Stored data entries

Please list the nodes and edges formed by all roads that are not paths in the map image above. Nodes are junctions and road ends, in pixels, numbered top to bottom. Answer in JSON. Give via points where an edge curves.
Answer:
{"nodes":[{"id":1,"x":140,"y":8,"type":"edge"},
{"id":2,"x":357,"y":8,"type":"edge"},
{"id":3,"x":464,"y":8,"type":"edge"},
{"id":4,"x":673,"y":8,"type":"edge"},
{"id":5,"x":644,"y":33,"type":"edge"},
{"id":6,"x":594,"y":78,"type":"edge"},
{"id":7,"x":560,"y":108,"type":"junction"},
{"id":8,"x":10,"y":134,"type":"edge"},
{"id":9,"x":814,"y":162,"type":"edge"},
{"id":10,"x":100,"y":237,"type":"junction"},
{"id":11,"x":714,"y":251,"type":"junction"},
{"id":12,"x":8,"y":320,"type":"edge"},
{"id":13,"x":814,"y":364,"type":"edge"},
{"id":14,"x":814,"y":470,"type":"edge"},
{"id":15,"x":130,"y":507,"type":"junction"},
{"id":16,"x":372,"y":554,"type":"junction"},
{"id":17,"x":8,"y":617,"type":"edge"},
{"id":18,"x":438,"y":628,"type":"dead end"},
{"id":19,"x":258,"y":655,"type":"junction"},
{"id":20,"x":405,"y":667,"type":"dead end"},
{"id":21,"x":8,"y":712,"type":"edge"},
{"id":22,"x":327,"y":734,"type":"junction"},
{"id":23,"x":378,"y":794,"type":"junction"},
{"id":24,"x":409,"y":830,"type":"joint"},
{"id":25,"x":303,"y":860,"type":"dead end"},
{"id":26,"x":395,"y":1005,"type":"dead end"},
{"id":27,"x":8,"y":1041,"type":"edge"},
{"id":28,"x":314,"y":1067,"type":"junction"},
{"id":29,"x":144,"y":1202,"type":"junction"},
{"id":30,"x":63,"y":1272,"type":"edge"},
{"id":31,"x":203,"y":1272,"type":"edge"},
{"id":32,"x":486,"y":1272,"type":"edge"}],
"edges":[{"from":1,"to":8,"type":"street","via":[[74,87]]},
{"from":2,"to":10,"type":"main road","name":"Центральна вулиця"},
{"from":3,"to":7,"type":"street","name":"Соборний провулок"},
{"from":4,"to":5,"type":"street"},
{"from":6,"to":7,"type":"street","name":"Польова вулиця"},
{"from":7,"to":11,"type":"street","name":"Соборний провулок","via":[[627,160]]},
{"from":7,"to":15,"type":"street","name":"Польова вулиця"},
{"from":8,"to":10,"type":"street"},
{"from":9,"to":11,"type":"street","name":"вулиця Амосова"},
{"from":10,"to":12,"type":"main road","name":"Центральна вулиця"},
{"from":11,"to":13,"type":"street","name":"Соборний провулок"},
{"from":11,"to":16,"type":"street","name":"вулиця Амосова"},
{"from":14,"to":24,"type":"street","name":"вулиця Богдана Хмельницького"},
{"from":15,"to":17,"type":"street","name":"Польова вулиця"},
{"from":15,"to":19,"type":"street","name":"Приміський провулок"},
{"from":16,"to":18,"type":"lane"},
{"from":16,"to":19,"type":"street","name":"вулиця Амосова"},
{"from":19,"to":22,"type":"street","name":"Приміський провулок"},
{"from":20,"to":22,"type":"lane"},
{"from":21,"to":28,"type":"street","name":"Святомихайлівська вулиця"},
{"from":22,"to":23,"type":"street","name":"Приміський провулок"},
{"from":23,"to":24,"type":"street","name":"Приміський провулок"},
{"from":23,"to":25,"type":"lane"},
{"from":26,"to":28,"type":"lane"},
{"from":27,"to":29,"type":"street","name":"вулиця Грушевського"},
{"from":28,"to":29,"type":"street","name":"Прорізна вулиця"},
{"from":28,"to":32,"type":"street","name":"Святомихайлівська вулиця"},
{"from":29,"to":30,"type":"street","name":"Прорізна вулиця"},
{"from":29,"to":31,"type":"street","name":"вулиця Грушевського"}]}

EXERCISE BRIEF. Find the lines above that include the string "lane" and copy them.

WRITTEN ANSWER.
{"from":16,"to":18,"type":"lane"},
{"from":20,"to":22,"type":"lane"},
{"from":23,"to":25,"type":"lane"},
{"from":26,"to":28,"type":"lane"},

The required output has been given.